We then switched over to the Mycenean arena, where we were sentenced to do battle with a series of opponents, culminating in a fight with Achilles himself. Naturally, we were stripped of our primary arms and armor, but we at least had the chance to check in with the arena's provisioner, who turned out to be none other than the legendary engineer Daedalus (the inventor whose wings spelled the downfall of his eager son, Icarus). The engineer, who wasn't very enthusiastic about our chances in the arena, traded a few words with us then outfitted us in arena gear. According to Price, Jason's equipment will be gained in "meaningful" ways beyond simply buying and selling new swords and shields at a merchant's stall--there will be many different suits of armor and weapons that Jason will wield, and he'll gain them as part of the game's unfolding storyline.

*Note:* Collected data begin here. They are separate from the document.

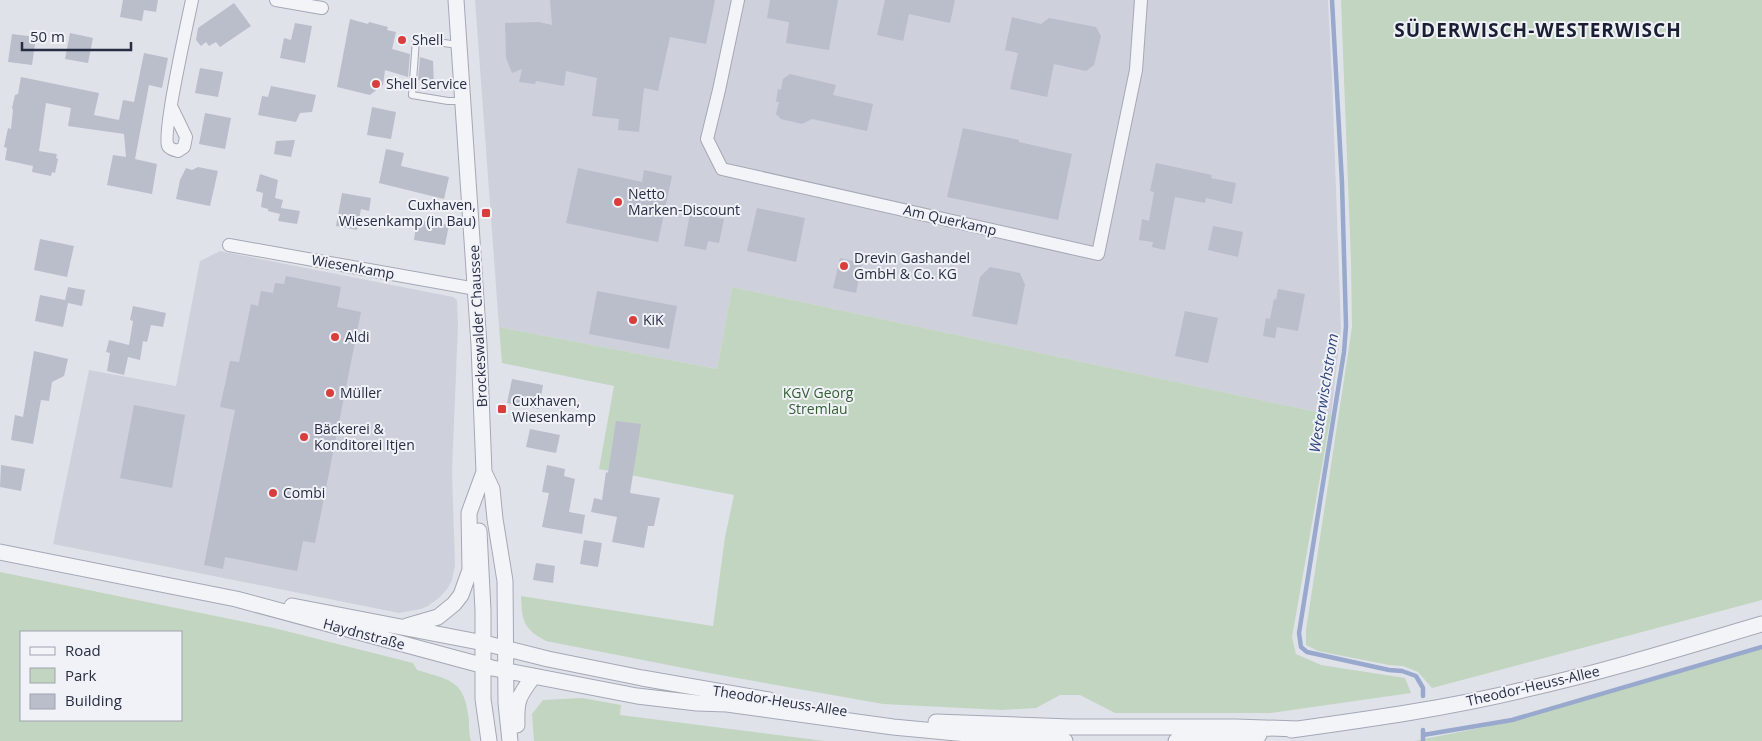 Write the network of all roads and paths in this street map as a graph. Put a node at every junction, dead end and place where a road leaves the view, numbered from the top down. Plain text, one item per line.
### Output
1 (192, 0) edge
2 (276, 0) edge
3 (456, 0) edge
4 (738, 0) edge
5 (1141, 0) edge
6 (322, 8) dead end
7 (459, 45) junction
8 (463, 101) junction
9 (171, 106) dead end
10 (229, 245) dead end
11 (476, 289) junction
12 (484, 472) junction
13 (476, 495) junction
14 (0, 552) edge
15 (236, 599) junction
16 (1762, 624) edge
17 (403, 627) junction
18 (494, 646) junction
19 (493, 668) junction
20 (533, 677) junction
21 (1299, 729) junction
22 (1069, 736) edge
23 (489, 741) edge
24 (510, 741) edge
25 (517, 741) edge
26 (1176, 741) edge

1 - 9 street
2 - 6 street
3 - 7 street, Brockeswalder Chaussee
4 - 5 street, Am Querkamp
7 - 8 street, Brockeswalder Chaussee
7 - 8 lane
8 - 11 street, Brockeswalder Chaussee
10 - 11 street, Wiesenkamp
11 - 12 street, Brockeswalder Chaussee
12 - 13 street, Brockeswalder Chaussee
12 - 18 street, Brockeswalder Chaussee
13 - 17 street
13 - 18 street, Brockeswalder Chaussee
14 - 15 street, Haydnstraße
15 - 17 street, Haydnstraße
15 - 19 street, Haydnstraße
16 - 21 street, Theodor-Heuss-Allee
17 - 18 street, Haydnstraße
18 - 19 street, Brockeswalder Chaussee
18 - 19 street, Brockeswalder Chaussee
18 - 22 street, Theodor-Heuss-Allee
19 - 20 street, Theodor-Heuss-Allee
19 - 23 street, Brockeswalder Chaussee
19 - 24 street, Brockeswalder Chaussee
20 - 22 street, Theodor-Heuss-Allee
20 - 25 street
21 - 22 street, Theodor-Heuss-Allee
21 - 26 street, Theodor-Heuss-Allee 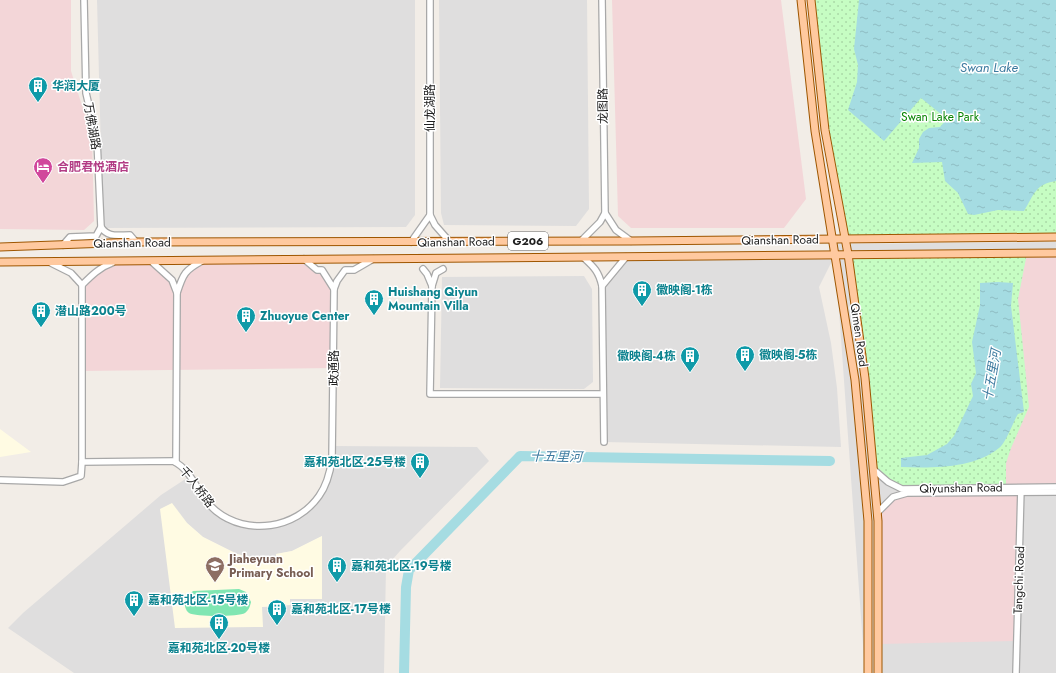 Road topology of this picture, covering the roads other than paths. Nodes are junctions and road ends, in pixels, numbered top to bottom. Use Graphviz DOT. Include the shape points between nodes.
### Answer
graph roads {
  1 [pos="84,0"];
  2 [pos="430,0"];
  3 [pos="602,0"];
  4 [pos="801,0"];
  5 [pos="811,0"];
  6 [pos="605,213"];
  7 [pos="430,216"];
  8 [pos="101,227"];
  9 [pos="1056,237"];
  10 [pos="845,239"];
  11 [pos="833,240"];
  12 [pos="449,241"];
  13 [pos="581,241"];
  14 [pos="631,241"];
  15 [pos="136,242"];
  16 [pos="411,242"];
  17 [pos="63,246"];
  18 [pos="0,247"];
  19 [pos="1056,253"];
  20 [pos="835,254"];
  21 [pos="848,254"];
  22 [pos="626,257"];
  23 [pos="584,258"];
  24 [pos="304,259"];
  25 [pos="374,259"];
  26 [pos="151,261"];
  27 [pos="202,261"];
  28 [pos="0,262"];
  29 [pos="47,262"];
  30 [pos="115,262"];
  31 [pos="423,269"];
  32 [pos="443,269"];
  33 [pos="82,285"];
  34 [pos="432,286"];
  35 [pos="602,286"];
  36 [pos="334,289"];
  37 [pos="178,292"];
  38 [pos="602,394"];
  39 [pos="604,442"];
  40 [pos="334,446"];
  41 [pos="82,462"];
  42 [pos="176,462"];
  43 [pos="873,469"];
  44 [pos="0,480"];
  45 [pos="1056,488"];
  46 [pos="1020,490"];
  47 [pos="1056,492"];
  48 [pos="878,512"];
  49 [pos="868,673"];
  50 [pos="878,673"];
  51 [pos="1013,673"];
  52 [pos="1016,673"];
  1 -- 8 [label="street, 万佛湖路" via="86,93 97,140"];
  2 -- 7 [label="street, 仙龙湖路"];
  3 -- 6 [label="street, 龙图路"];
  4 -- 11 [label="main road, Qimen Road" via="815,131"];
  5 -- 10 [label="main road, Qimen Road" via="825,130"];
  6 -- 13 [label="street" via="600,222"];
  6 -- 14 [label="street" via="616,230"];
  7 -- 12 [label="street"];
  7 -- 16 [label="street"];
  8 -- 15 [label="street" via="111,236 130,235"];
  8 -- 17 [label="street" via="96,236 70,237"];
  9 -- 10 [label="main road, Qianshan Road / G206"];
  10 -- 11 [label="main road, Qianshan Road / G206"];
  10 -- 21 [label="main road, Qimen Road"];
  11 -- 14 [label="main road, Qianshan Road / G206"];
  11 -- 20 [label="main road, Qimen Road"];
  12 -- 13 [label="main road, Qianshan Road / G206"];
  12 -- 16 [label="main road, Qianshan Road / G206"];
  13 -- 14 [label="main road, Qianshan Road / G206"];
  15 -- 16 [label="main road, Qianshan Road / G206"];
  15 -- 17 [label="main road, Qianshan Road / G206"];
  17 -- 18 [label="main road, Qianshan Road / G206"];
  19 -- 21 [label="main road, Qianshan Road / G206"];
  20 -- 21 [label="main road, Qianshan Road / G206"];
  20 -- 22 [label="main road, Qianshan Road / G206"];
  20 -- 49 [label="main road, Qimen Road" via="855,380 868,521"];
  21 -- 43 [label="main road, Qimen Road" via="865,378"];
  22 -- 23 [label="main road, Qianshan Road / G206"];
  22 -- 35 [label="street"];
  23 -- 25 [label="main road, Qianshan Road / G206"];
  23 -- 35 [label="street" via="595,267"];
  24 -- 25 [label="main road, Qianshan Road / G206"];
  24 -- 27 [label="main road, Qianshan Road / G206"];
  24 -- 36 [label="street" via="317,270 322,270"];
  25 -- 36 [label="street" via="354,270 345,270"];
  26 -- 27 [label="main road, Qianshan Road / G206"];
  26 -- 30 [label="main road, Qianshan Road / G206"];
  26 -- 37 [label="street" via="172,280"];
  27 -- 37 [label="street" via="187,269"];
  28 -- 29 [label="main road, Qianshan Road / G206"];
  29 -- 30 [label="main road, Qianshan Road / G206"];
  29 -- 33 [label="street" via="71,272"];
  30 -- 33 [label="street" via="104,266"];
  31 -- 34 [label="street" via="428,274"];
  32 -- 34 [label="street" via="436,274"];
  33 -- 41 [label="street"];
  34 -- 38 [label="street" via="430,394"];
  35 -- 38 [label="street"];
  36 -- 40 [label="street, 政通路"];
  37 -- 42 [label="street"];
  38 -- 39 [label="street"];
  40 -- 42 [label="street, 千人桥路" via="325,486 318,497 310,507 298,515 274,526 248,526 226,518 206,502 184,468"];
  41 -- 42 [label="street, 千人桥路"];
  41 -- 44 [label="street" via="81,476 63,482"];
  43 -- 46 [label="street, Qiyunshan Road" via="888,482 902,489"];
  43 -- 48 [label="main road, Qimen Road"];
  45 -- 46 [label="street, Qiyunshan Road"];
  46 -- 47 [label="street"];
  46 -- 48 [label="street" via="907,493 893,497"];
  46 -- 51 [label="street, Tangchi Road"];
  46 -- 52 [label="street, Tangchi Road"];
  48 -- 50 [label="main road, Qimen Road"];
} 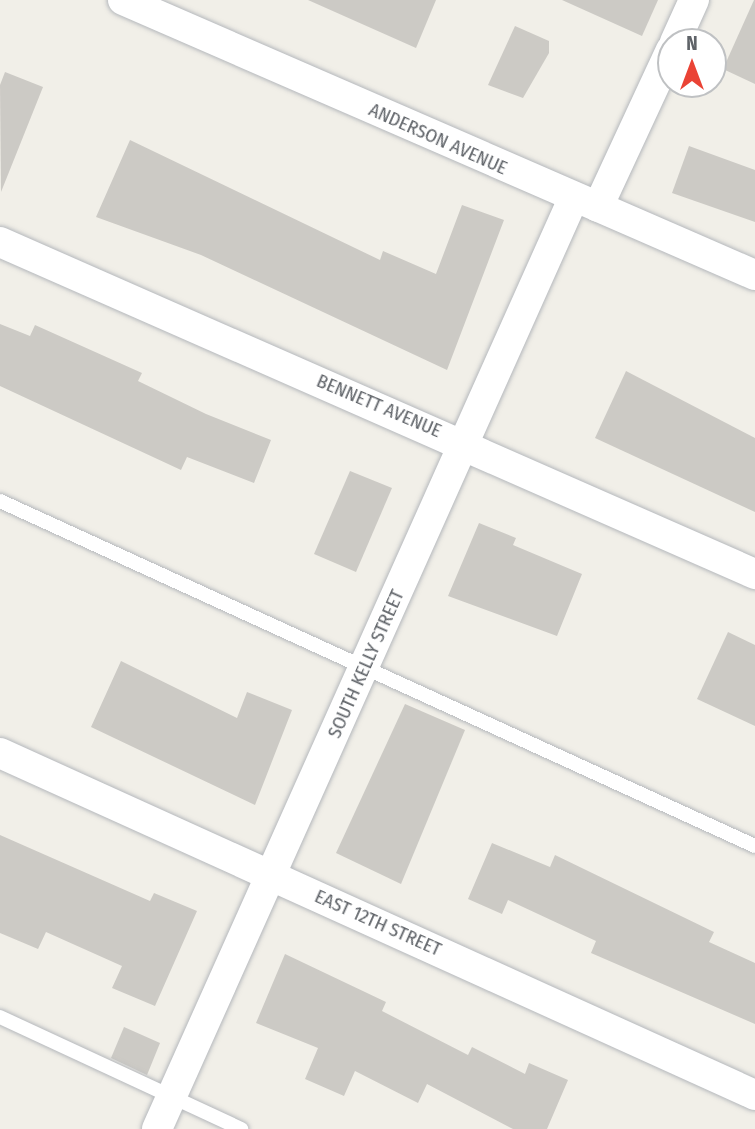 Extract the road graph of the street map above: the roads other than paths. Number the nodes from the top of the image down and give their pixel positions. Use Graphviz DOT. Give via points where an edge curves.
graph roads {
  1 [pos="123,0"];
  2 [pos="694,0"];
  3 [pos="681,28"];
  4 [pos="657,75"];
  5 [pos="586,203"];
  6 [pos="0,242"];
  7 [pos="755,275"];
  8 [pos="466,443"];
  9 [pos="0,501"];
  10 [pos="755,574"];
  11 [pos="365,666"];
  12 [pos="0,752"];
  13 [pos="755,846"];
  14 [pos="271,875"];
  15 [pos="0,1017"];
  16 [pos="755,1095"];
  17 [pos="171,1098"];
  18 [pos="157,1129"];
  19 [pos="241,1129"];
  1 -- 5 [label="street, ANDERSON AVENUE"];
  2 -- 3 [label="street"];
  4 -- 5 [label="street, SOUTH KELLY STREET"];
  5 -- 7 [label="street, ANDERSON AVENUE"];
  5 -- 8 [label="street, SOUTH KELLY STREET"];
  6 -- 8 [label="street, BENNETT AVENUE"];
  8 -- 10 [label="street, BENNETT AVENUE"];
  8 -- 11 [label="street, SOUTH KELLY STREET"];
  9 -- 11 [label="lane"];
  11 -- 13 [label="lane"];
  11 -- 14 [label="street, SOUTH KELLY STREET"];
  12 -- 14 [label="street, EAST 12TH STREET"];
  14 -- 16 [label="street, EAST 12TH STREET"];
  14 -- 17 [label="street, SOUTH KELLY STREET"];
  15 -- 17 [label="lane"];
  17 -- 18 [label="street, SOUTH KELLY STREET"];
  17 -- 19 [label="lane"];
}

After swapping words with Daedalus, we made the acquaintance of a failed merchant who was to be our partner in the arena. The foppish dandy apparently wanted nothing more than to be a musician, and knew very little about battle. We took the opportunity to give him instructions on how we wanted him to behave in battle--in this case, sticking close to us--then headed off to fight.

To recruit Achilles to your cause, you must first best him in battle.
To recruit Achilles to your cause, you must first best him in battle.

Unfortunately, our young merchant friend quickly gave up his life to help us get a better view of what Rise of the Argonauts' combat system will be like. The game will emphasize what Price refers to as "lethality" by allowing instantaneous kills on enemies when they are struck in unarmored spots--so yes, there will be plenty of decapitations and flying limbs when your weapons strike true. You'll have access to several fighting styles depending on what class of weapon you use (swords, spears, or blunt weapons); each one will determine your fighting stance and where your shield is placed. The game will apparently model physical collisions between your character models and your enemies', and all your gear, so weapons will physically be deflected from your shield. You'll be able to make use of various divine powers awarded to you by the gods, and these will also have spectacular effects, such as using a powerful attack from Ares to send your opponents flying across the battlefield, or summoning a black hole from Hades to suck in and instantly destroy any enemies who have left their feet.

Rise of the Argonauts is intended to offer something different for fans of both action and role-playing games; says Price, the game is intended to truly capitalize on the prospect of an action RPG beyond being either an action game with a few meaningless stats, or a point-and-click hack-and-slash game where your stats keep going up automatically. The studio is committed to telling a compelling story with comprehensive combat and a unique character-development system. The game is scheduled for release later this year on the Xbox 360, PlayStation 3, and PC.